A keen linguist, Tolkien showed an early proficiency in Latin, Greek and Finnish, as well as making up his own languages for fun. During active service in the First World War, having lost all but one of his close friends, he started to pull together stories ‘in huts full of blasphemy and smut, or by candle light in bell-tents’, a collection which later became the posthumously published Book of Lost Tales.
Returning from the front, he began a career in academia, first in Leeds where he and his colleague E.V. Gordon collaborated on their translation of Sir Gawain and the Green Knight and then at Oxford, where he wrote his version of Beowulf.
‘In a hole in the ground there lived a hobbit’
Some of Tolkien’s earliest stories began life as tales for his children, including The Pocket Roverandom, The Adventures of Tom Bombadil and Farmer Giles of Ham, alongside his treasured Letter from Father Christmas.
Having idly come up with the idea of a creature living in a hill, Tolkien found himself needing a world and a story to put him in and so Bilbo Baggins, the wizard Gandalf and the first pieces of the Middle Earth puzzle were realised in The Hobbit. A modest success, several critics dismissed the book, with one commenting,‘this is not a work which many adults will read through more than once,’ - a view he was perhaps later forced to concede that was somewhat short-sighted.
Tolkien’s second foray into the world was The Silmarillion but publishers rejected it as too dense – Tolkien agreed ‘they were quite right’ and later revised the text.
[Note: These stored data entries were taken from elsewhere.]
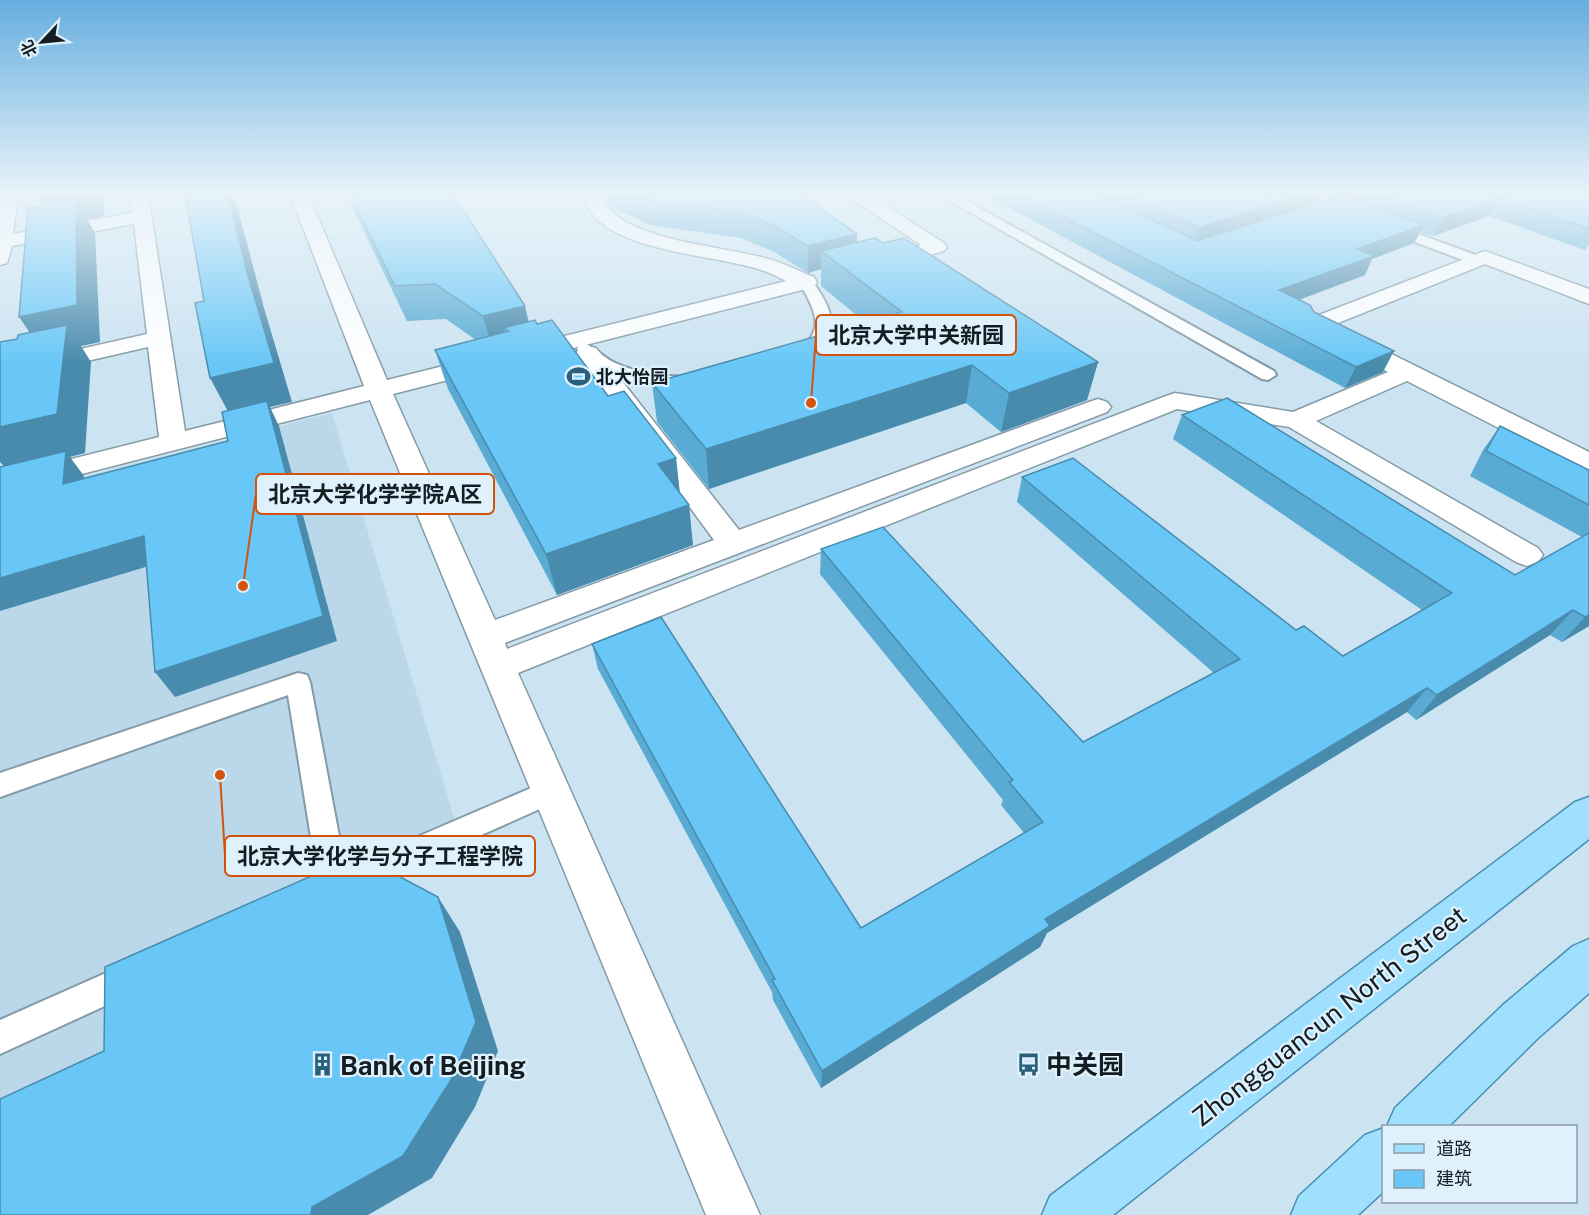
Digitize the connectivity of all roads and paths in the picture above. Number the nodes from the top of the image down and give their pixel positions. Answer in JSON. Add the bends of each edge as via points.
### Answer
{"nodes":[{"id":1,"x":147,"y":251,"type":"edge"},
{"id":2,"x":322,"y":251,"type":"edge"},
{"id":3,"x":702,"y":251,"type":"edge"},
{"id":4,"x":924,"y":251,"type":"edge"},
{"id":5,"x":1046,"y":251,"type":"edge"},
{"id":6,"x":1451,"y":251,"type":"edge"},
{"id":7,"x":898,"y":258,"type":"junction"},
{"id":8,"x":1476,"y":260,"type":"junction"},
{"id":9,"x":863,"y":267,"type":"edge"},
{"id":10,"x":917,"y":271,"type":"edge"},
{"id":11,"x":829,"y":276,"type":"edge"},
{"id":12,"x":806,"y":282,"type":"junction"},
{"id":13,"x":1589,"y":297,"type":"edge"},
{"id":14,"x":159,"y":338,"type":"junction"},
{"id":15,"x":583,"y":347,"type":"junction"},
{"id":16,"x":781,"y":365,"type":"edge"},
{"id":17,"x":1408,"y":372,"type":"junction"},
{"id":18,"x":0,"y":374,"type":"edge"},
{"id":19,"x":1268,"y":375,"type":"dead end"},
{"id":20,"x":705,"y":382,"type":"edge"},
{"id":21,"x":379,"y":391,"type":"junction"},
{"id":22,"x":1112,"y":403,"type":"junction"},
{"id":23,"x":1296,"y":420,"type":"junction"},
{"id":24,"x":173,"y":443,"type":"junction"},
{"id":25,"x":1589,"y":463,"type":"edge"},
{"id":26,"x":0,"y":486,"type":"edge"},
{"id":27,"x":733,"y":544,"type":"junction"},
{"id":28,"x":1527,"y":555,"type":"dead end"},
{"id":29,"x":492,"y":652,"type":"junction"},
{"id":30,"x":0,"y":785,"type":"edge"},
{"id":31,"x":552,"y":791,"type":"junction"},
{"id":32,"x":1589,"y":815,"type":"edge"},
{"id":33,"x":1589,"y":962,"type":"edge"},
{"id":34,"x":162,"y":964,"type":"edge"},
{"id":35,"x":0,"y":1037,"type":"edge"},
{"id":36,"x":1414,"y":1125,"type":"edge"},
{"id":37,"x":1382,"y":1155,"type":"edge"},
{"id":38,"x":732,"y":1215,"type":"edge"},
{"id":39,"x":1069,"y":1215,"type":"edge"},
{"id":40,"x":1318,"y":1215,"type":"edge"}],
"edges":[{"from":1,"to":14,"type":"street"},
{"from":2,"to":21,"type":"street"},
{"from":3,"to":12,"type":"street","via":[[753,260]]},
{"from":4,"to":7,"type":"street"},
{"from":5,"to":19,"type":"lane"},
{"from":6,"to":8,"type":"lane"},
{"from":7,"to":9,"type":"street"},
{"from":7,"to":10,"type":"street"},
{"from":8,"to":13,"type":"street","via":[[1485,257]]},
{"from":8,"to":17,"type":"street","via":[[1314,325]]},
{"from":11,"to":12,"type":"street"},
{"from":12,"to":15,"type":"street"},
{"from":12,"to":16,"type":"lane","via":[[822,309],[824,328],[811,348]]},
{"from":14,"to":18,"type":"street"},
{"from":14,"to":24,"type":"street"},
{"from":15,"to":20,"type":"lane","via":[[614,368],[645,378]]},
{"from":15,"to":21,"type":"street"},
{"from":15,"to":27,"type":"street"},
{"from":17,"to":23,"type":"street"},
{"from":17,"to":25,"type":"street"},
{"from":21,"to":24,"type":"street"},
{"from":21,"to":29,"type":"street"},
{"from":22,"to":23,"type":"street","via":[[1175,401]]},
{"from":22,"to":27,"type":"street"},
{"from":22,"to":29,"type":"street"},
{"from":23,"to":28,"type":"street"},
{"from":24,"to":26,"type":"street"},
{"from":27,"to":29,"type":"street"},
{"from":29,"to":31,"type":"street"},
{"from":30,"to":31,"type":"lane","via":[[298,682],[323,892]]},
{"from":31,"to":38,"type":"street"},
{"from":32,"to":39,"type":"main road","name":"Zhongguancun North Street"},
{"from":33,"to":36,"type":"main road","via":[[1520,1022]]},
{"from":34,"to":35,"type":"lane"},
{"from":37,"to":40,"type":"main road"}]}
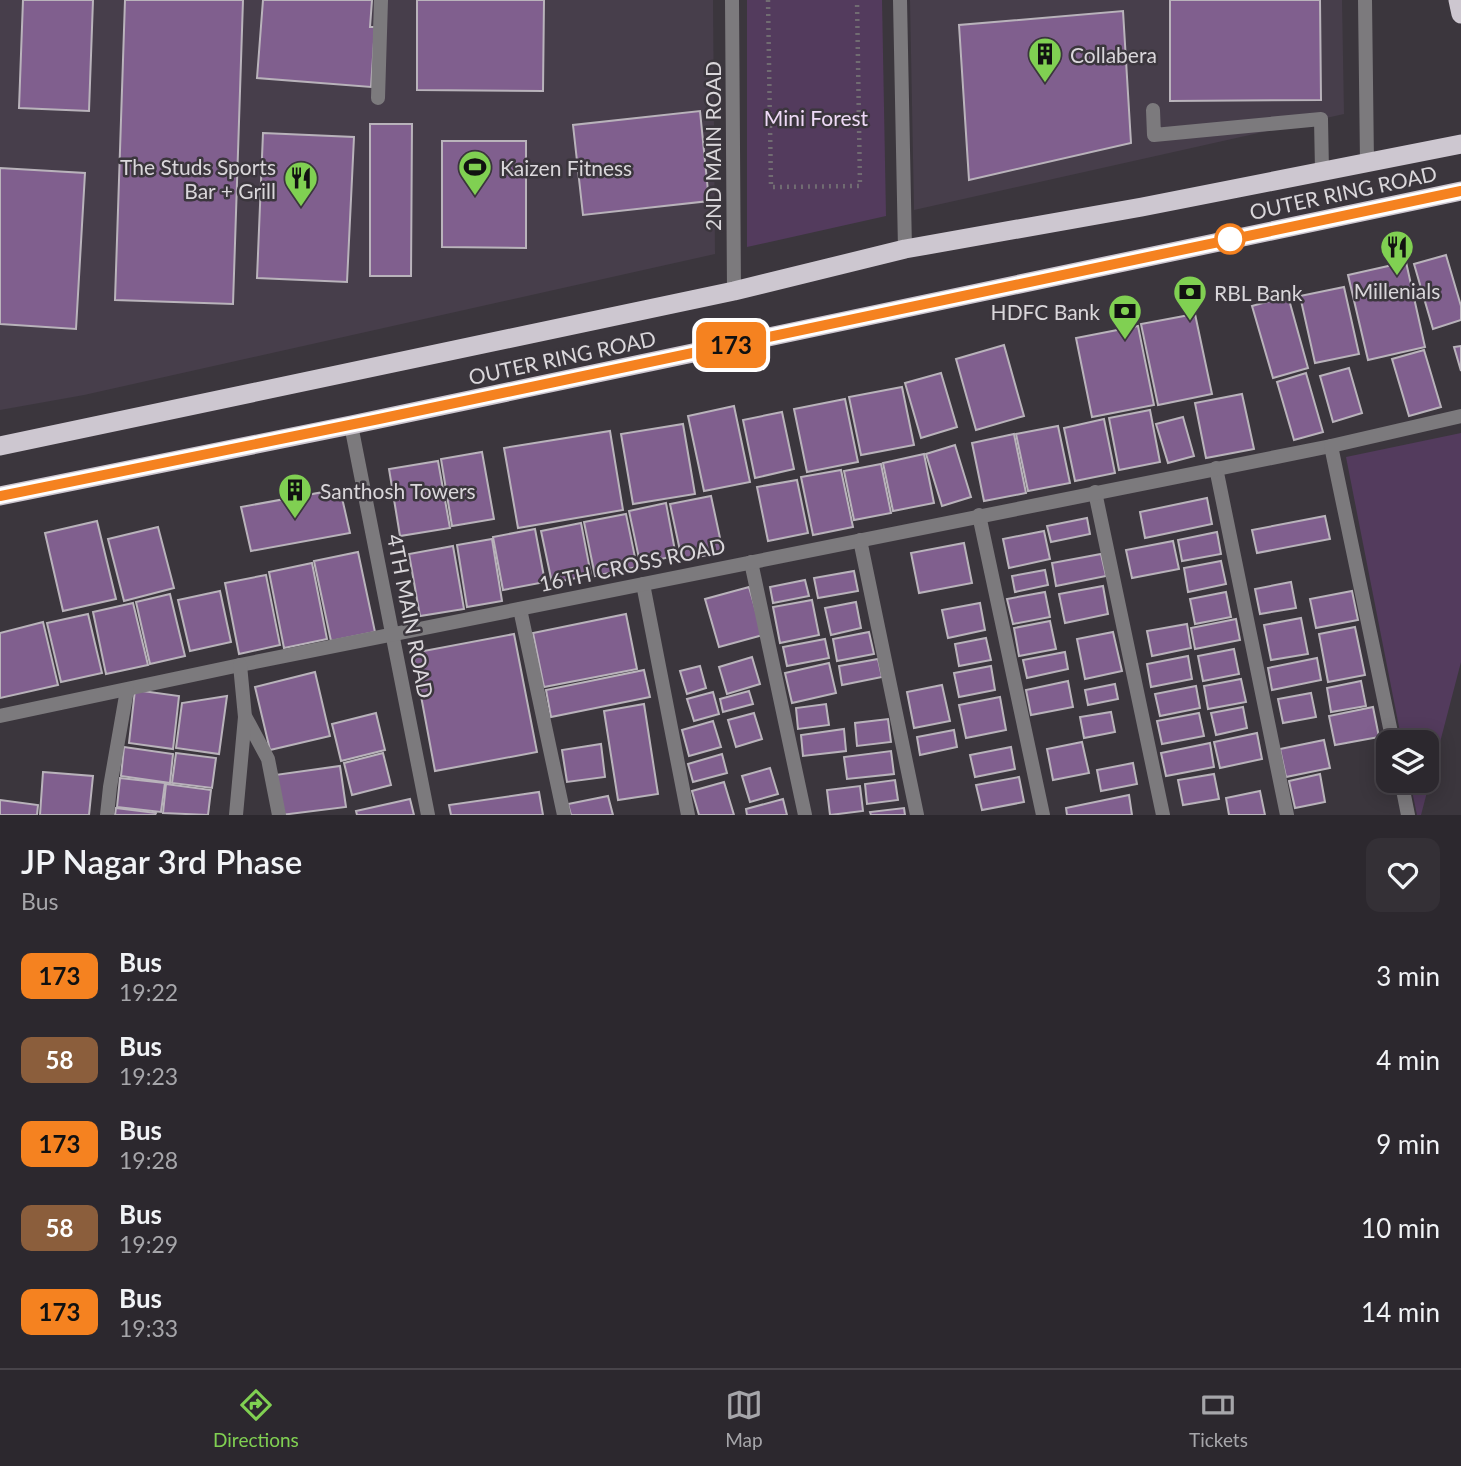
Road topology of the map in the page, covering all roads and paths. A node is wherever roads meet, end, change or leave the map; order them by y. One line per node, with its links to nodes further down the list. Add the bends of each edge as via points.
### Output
1 (381, 0): 9 (street)
2 (732, 0): 16 (street, 2ND MAIN ROAD)
3 (768, 0): 4 (path, via 771,187 860,186)
4 (858, 0)
5 (900, 0): 15 (street)
6 (1365, 0): 12 (street)
7 (1458, 0): 8 (highway)
8 (1461, 14)
9 (378, 98)
10 (1153, 110): 13 (street, via 1154,135 1321,120)
11 (1461, 144): 12 (highway, OUTER RING ROAD)
12 (1367, 163): 13 (highway, OUTER RING ROAD)
13 (1322, 171): 15 (highway, OUTER RING ROAD)
14 (1461, 191): 18 (highway, OUTER RING ROAD)
15 (905, 249): 16 (highway, OUTER RING ROAD)
16 (734, 291): 19 (highway, OUTER RING ROAD)
17 (1461, 416): 20 (street, 16TH CROSS ROAD)
18 (351, 425): 23 (highway, OUTER RING ROAD); 29 (street, 4TH MAIN ROAD)
19 (0, 446)
20 (1331, 446): 21 (street, 16TH CROSS ROAD); 34 (street)
21 (1216, 468): 22 (street, 16TH CROSS ROAD); 46 (street)
22 (1095, 492): 24 (street, 16TH CROSS ROAD); 45 (street)
23 (0, 496)
24 (979, 515): 25 (street, 16TH CROSS ROAD); 44 (street)
25 (860, 540): 26 (street, 16TH CROSS ROAD); 43 (street)
26 (751, 562): 27 (street, 16TH CROSS ROAD); 42 (street)
27 (643, 584): 28 (street, 16TH CROSS ROAD); 41 (street)
28 (520, 609): 29 (street, 16TH CROSS ROAD); 40 (street)
29 (393, 634): 30 (street, 16TH CROSS ROAD); 39 (street, 4TH MAIN ROAD)
30 (240, 665): 31 (street, 16TH CROSS ROAD); 33 (street)
31 (127, 690): 32 (street, 16TH CROSS ROAD); 36 (street)
32 (0, 716)
33 (245, 717): 37 (street); 38 (street, via 268,759)
34 (1390, 730)
35 (1404, 793): 47 (street)
36 (107, 815)
37 (236, 815)
38 (279, 815)
39 (428, 815)
40 (564, 815)
41 (688, 815)
42 (805, 815)
43 (917, 815)
44 (1043, 815)
45 (1163, 815)
46 (1287, 815)
47 (1408, 815)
He returned to his earlier notes for the three volumes (The Fellowship of the Ring, The Two Towers and The Return of the King) that would become The Lord of the Rings, a book that was to take him fourteen years to write.
Early modest sales and critical reception in Britain were aided by a hedonistic, 1960s counter-cultural following in the United States, its nororiety accelerated by a pirated paperback edition, forcing one University of California, Berkeley official to describe The Lord of the Rings as ‘more than a campus craze; it’s like a drug dream’. It was a following Tolkien had mixed views about, describing it as an ‘absurd frenzy’; it was nevertheless a frenzy that would make him not only famous, but wealthy.
‘The road goes ever on and on…’
Tolkien died in 1973 having achieved the status of a cult hero, enjoying considerable commercial success. Many Waterstone’s booksellers began their reading lives with his books and were delighted when he came top in our poll to find the greatest book of the twentieth century.
Despite being against dramatizing the books – he famously said ‘it would be easier to film The Odyssey,’ – they have nevertheless become some of the most watched (and profitable) films of all time.
Tolkien’s son, Christopher Tolkien (himself a former Inkling and writer) has overseen the posthumous editing and publishing of many of Tolkien’s early works and drafted stories including The Children of Húrin, The Legend of Sigurd and Gudrún, The Fall of Arthur and, in 2017, The Tale of Beren and Lúthien.
Tolkien insisted to the last that his books couldn’t be updated and shouldn’t be seen as allegories but as what he intended them to be – fairy tales designed not to imagine our own world but to create another. ‘The reader must approach Faerie with a willing suspension of disbelief. If a thing can be technologically controlled, it ceases to be magical.’